Let $G^{+} = \{(x,y)\in G: y \geq0\}$ and $G^{-} = \{(x,y)\in G: y \leq 0 \}.$These are the upper and lower segments of the unit circle.
Notice that $G^{+}\subset S$ and $ \hspace{1mm}G^{-}\subset S$, so $S=G^{+} \cup G^{-}.$
Let $f: G^{+} \rightarrow [-1,1],$ where $f(x,y)=x$. This can be thought of as a projection of the semi-circle onto the $x$-axis.
Since the image of $G^{+}$ under $f$ is equal to the codomain; i.e., $f(G^{+})= [-1,1]$, then $f$ is surjective.
Now since for every $(x,y) \in G^{+}$ we have the cardinality $|f(x,y)|=1$, there exists an inverse function $f^{-1}:[-1,1] \rightarrow G^{+}$ defined by $f^{-1}(x) = (x,\sqrt{1-x^{2})}$.
Thus, there exists a bijection between $G^{+}$ and $[-1,1].$
Similarly we have the same argument for $G^{-}.$ Let $g:G^{-} \rightarrow [-1,1]$ then
- $ g(G^{-})=[-1,1]$ (surjective)
- $|g(x,y)|=1 \hspace{4mm} \forall (x,y)\in G^{-}$ (one-to-one)
- $g^{-1}: [-1,1] \rightarrow G^{-}, \hspace{4mm} g^{-1}(x)= (x,-\sqrt{1-x^{2}})$ (inverse)

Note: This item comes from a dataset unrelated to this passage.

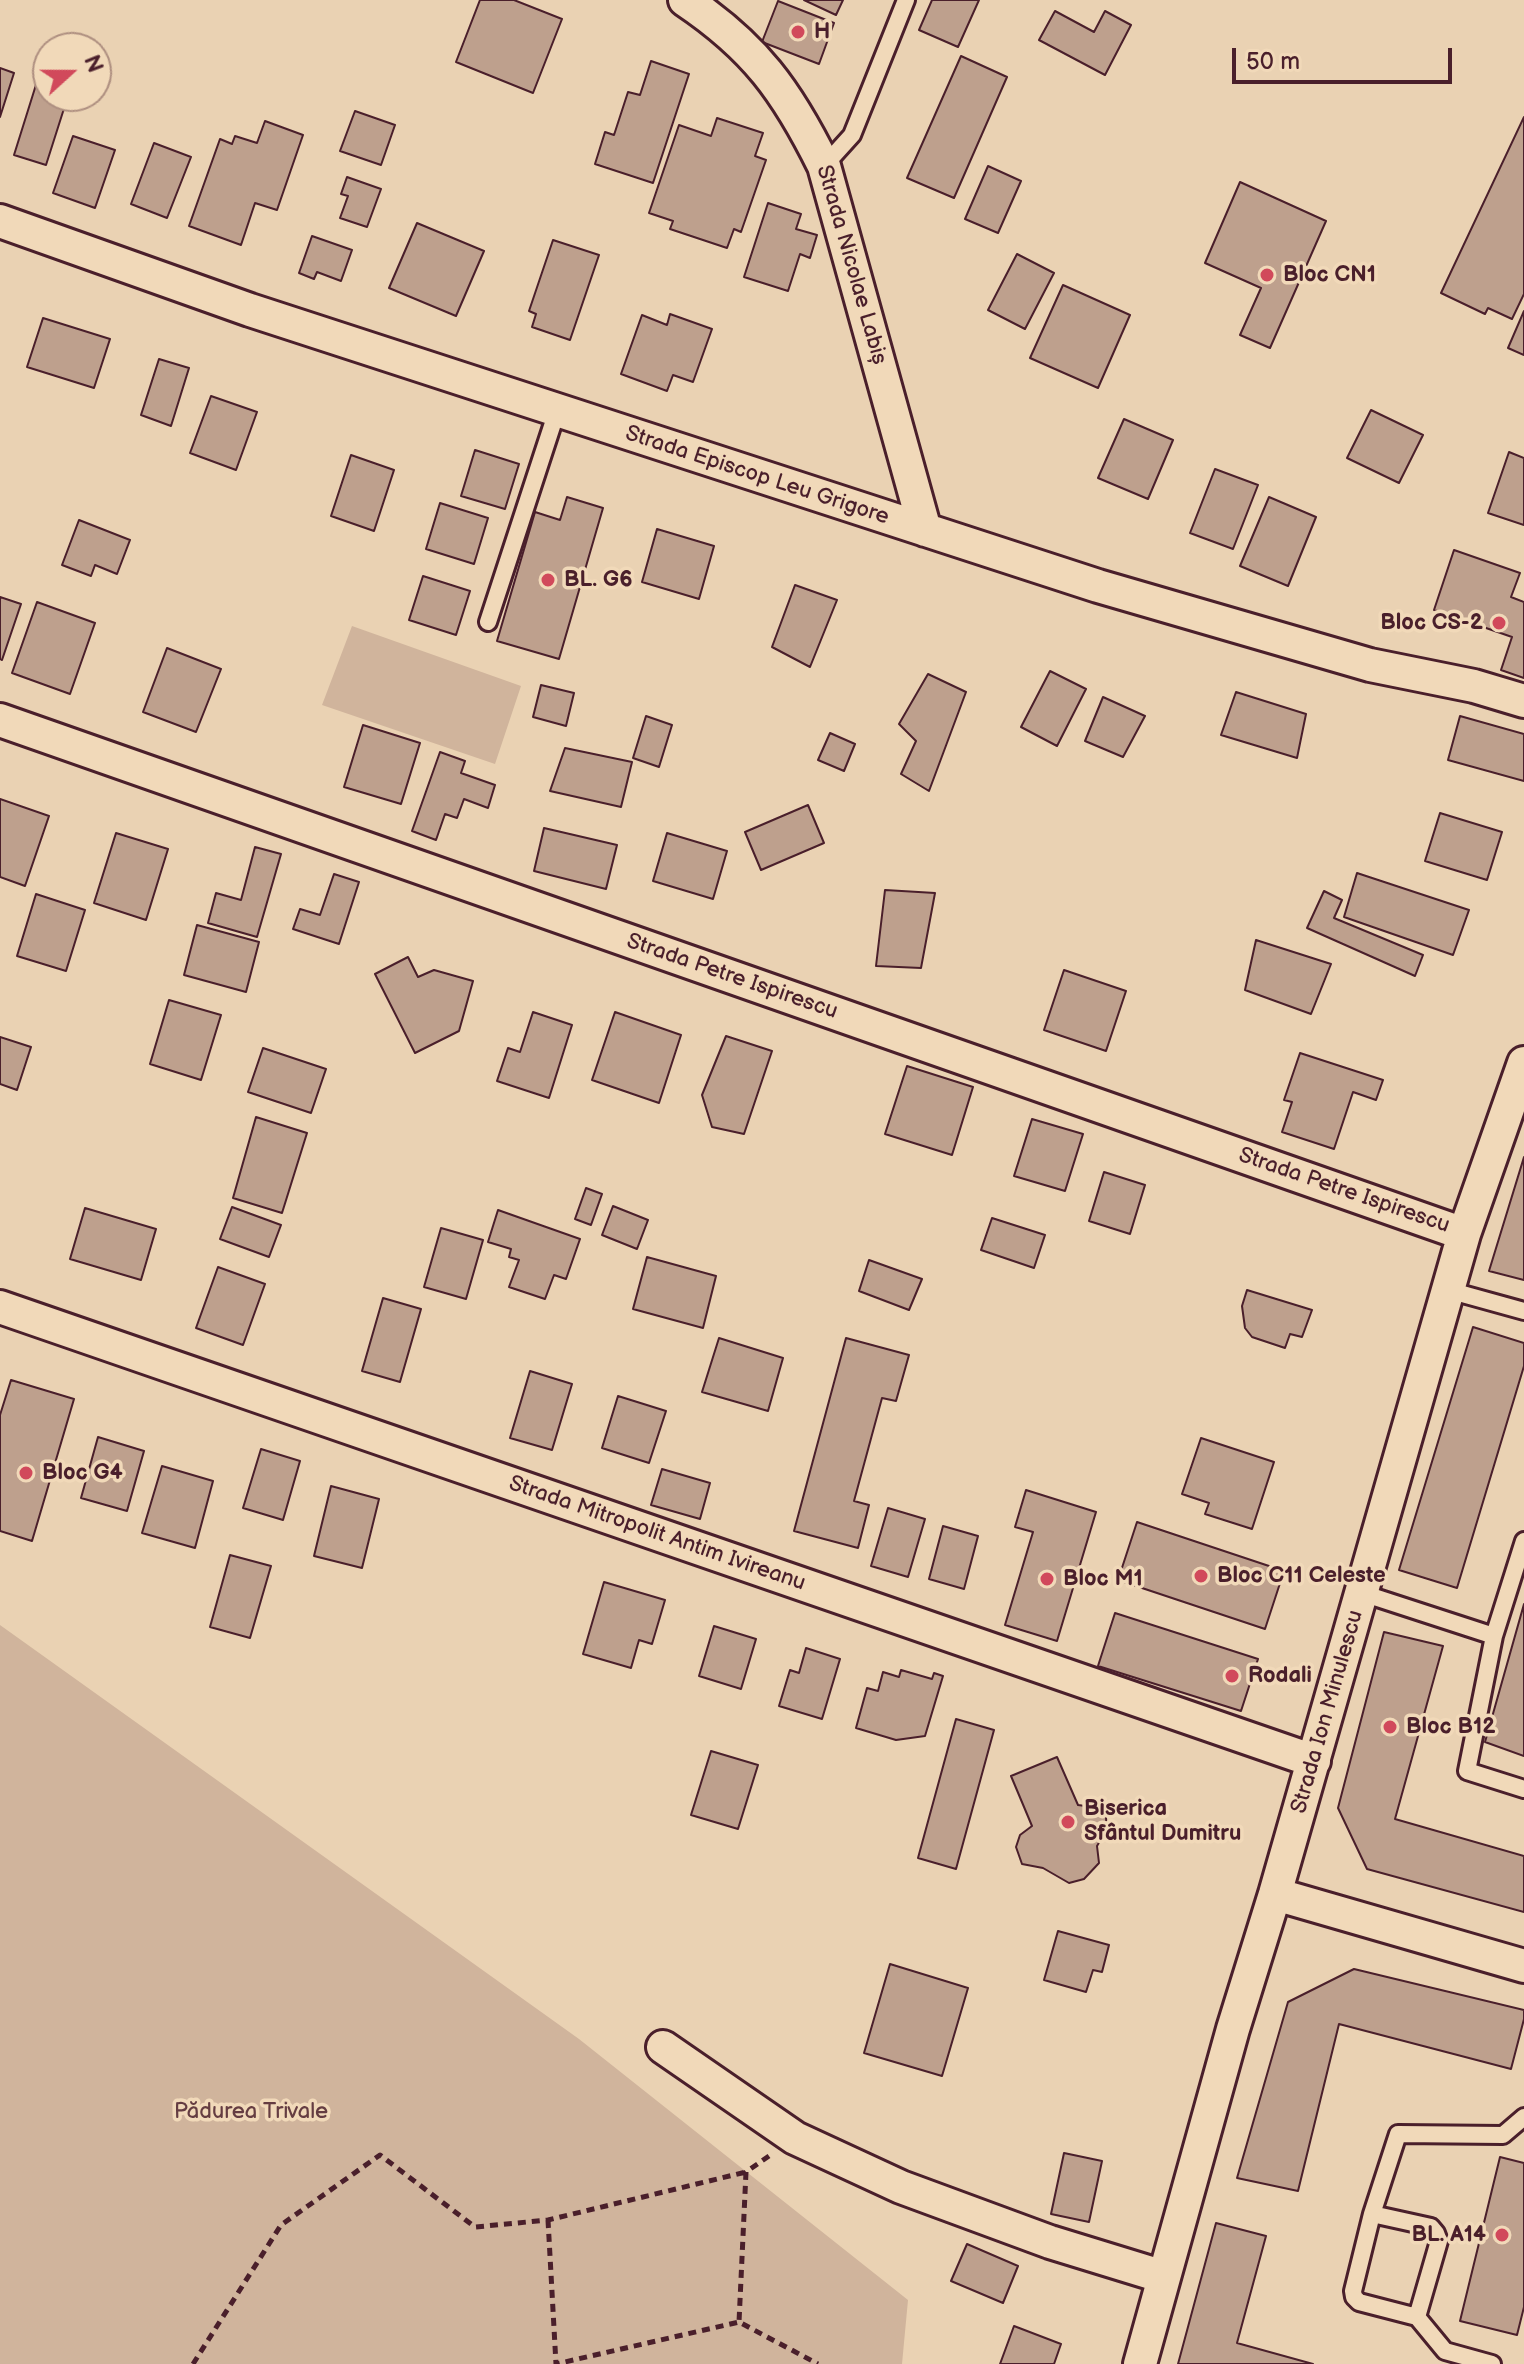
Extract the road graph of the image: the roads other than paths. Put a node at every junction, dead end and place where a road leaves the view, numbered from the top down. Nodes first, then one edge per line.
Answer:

which shows the bijection.
Since the set of real numbers $[-1,1]$ is uncountable as can be shown by Cantor diagonalization, and we have $G^{+} {\raise.17ex\hbox{$\scriptstyle\sim$}} [-1,1]$ and $G^{-} {\raise.17ex\hbox{$\scriptstyle\sim$}} [-1,1]$, then that implies that $G^{+}$ and $G^{-}$ are uncountable. Therefore $S= G^{+} \cup G^{-}$ must also be uncountable. q.e.d.
One other approach I thought about was to think of the semicircles as intervals in their own right, where the length of the upper semicircle would be $[0,\pi]$ and the interval of the lower semicircle would be $[\pi,2\pi],$ and I suppose the metric would be the arc length. So essentially you take the arc length and straighten it out, but I didn't know how to approach it or even formalize it. However, I think it is essentially the same thing as what I did in my proof.